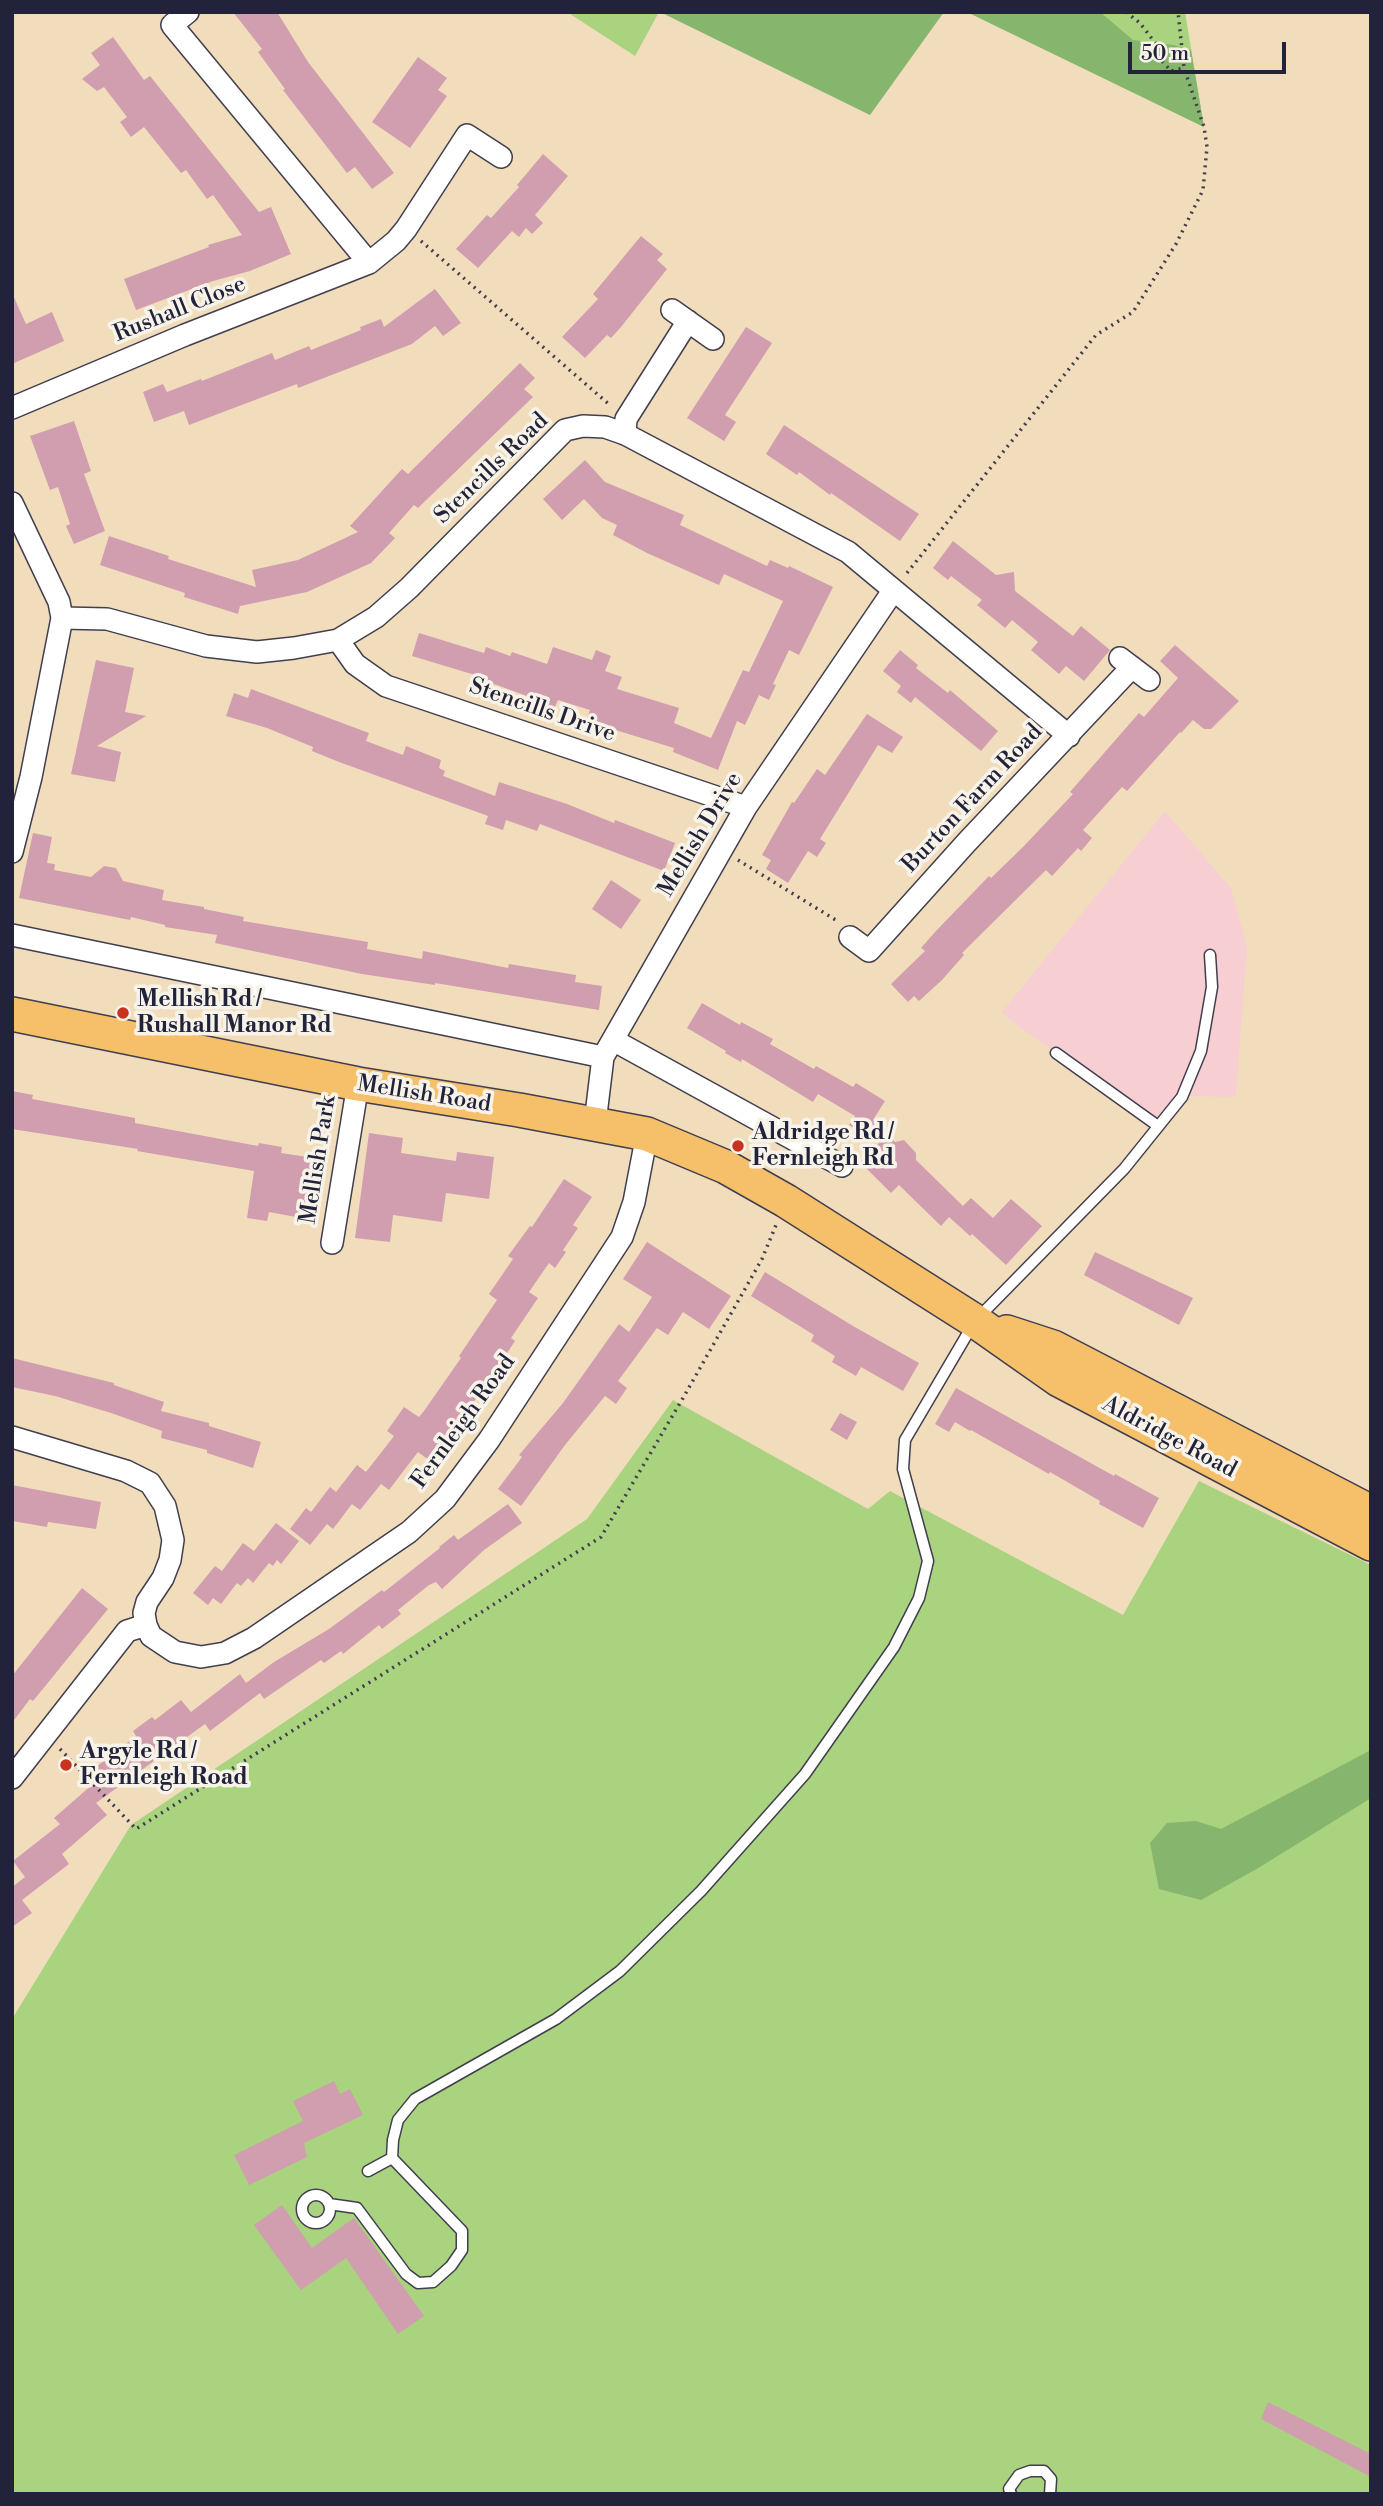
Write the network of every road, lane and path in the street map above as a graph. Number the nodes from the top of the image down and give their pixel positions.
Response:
1 (188, 12) edge
2 (1126, 12) edge
3 (1178, 12) edge
4 (1184, 68) junction
5 (501, 157) dead end
6 (406, 229) junction
7 (369, 263) junction
8 (713, 339) dead end
9 (12, 408) edge
10 (625, 426) junction
11 (12, 503) edge
12 (893, 592) junction
13 (62, 618) junction
14 (338, 640) junction
15 (1133, 668) dead end
16 (1069, 736) junction
17 (746, 807) junction
18 (722, 850) junction
19 (12, 852) edge
20 (12, 935) edge
21 (850, 937) joint
22 (1210, 955) dead end
23 (12, 1014) edge
24 (608, 1049) junction
25 (1056, 1053) dead end
26 (358, 1084) junction
27 (595, 1123) junction
28 (1158, 1126) junction
29 (647, 1134) junction
30 (842, 1166) dead end
31 (786, 1200) junction
32 (819, 1221) joint
33 (332, 1243) dead end
34 (975, 1321) junction
35 (12, 1437) edge
36 (1371, 1512) edge
37 (1371, 1544) edge
38 (146, 1625) junction
39 (47, 1734) junction
40 (12, 1778) edge
41 (391, 2158) junction
42 (368, 2171) dead end
43 (329, 2204) dead end
44 (1011, 2494) edge
45 (1050, 2494) edge

1 - 7 street
2 - 4 path
3 - 4 path
4 - 12 path
5 - 6 street, Rushall Close
6 - 7 street, Rushall Close
6 - 10 path
7 - 9 street, Rushall Close
8 - 10 street
10 - 12 street, Stencills Road
10 - 14 street, Stencills Road
11 - 13 street
12 - 16 street, Stencills Road
12 - 17 street, Mellish Drive
13 - 14 street, Stencills Road
13 - 19 street
14 - 17 street, Stencills Drive
15 - 16 street, Burton Farm Road
16 - 21 street, Burton Farm Road
17 - 18 street, Mellish Drive
18 - 21 path
18 - 24 street, Mellish Drive
20 - 24 street
22 - 28 lane
23 - 26 main road, Mellish Road
24 - 27 street, Mellish Drive
24 - 30 street
25 - 28 lane
26 - 27 main road, Mellish Road
26 - 33 street, Mellish Park
27 - 29 main road, Mellish Road
28 - 34 lane
29 - 31 main road, Mellish Road
29 - 38 street, Fernleigh Road
31 - 32 main road, Mellish Road
31 - 39 path
32 - 34 main road, Aldridge Road
34 - 36 main road, Aldridge Road
34 - 37 main road, Aldridge Road
34 - 41 lane
35 - 38 street
38 - 39 street
39 - 40 street
41 - 42 lane
41 - 43 lane
44 - 45 lane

****************

WHAT IS EXPECTED ->
What this exercise asks for is every line of the data above with the word "dead".

SOLUTION TO THIS TASK ->
5 (501, 157) dead end
8 (713, 339) dead end
15 (1133, 668) dead end
22 (1210, 955) dead end
25 (1056, 1053) dead end
30 (842, 1166) dead end
33 (332, 1243) dead end
42 (368, 2171) dead end
43 (329, 2204) dead end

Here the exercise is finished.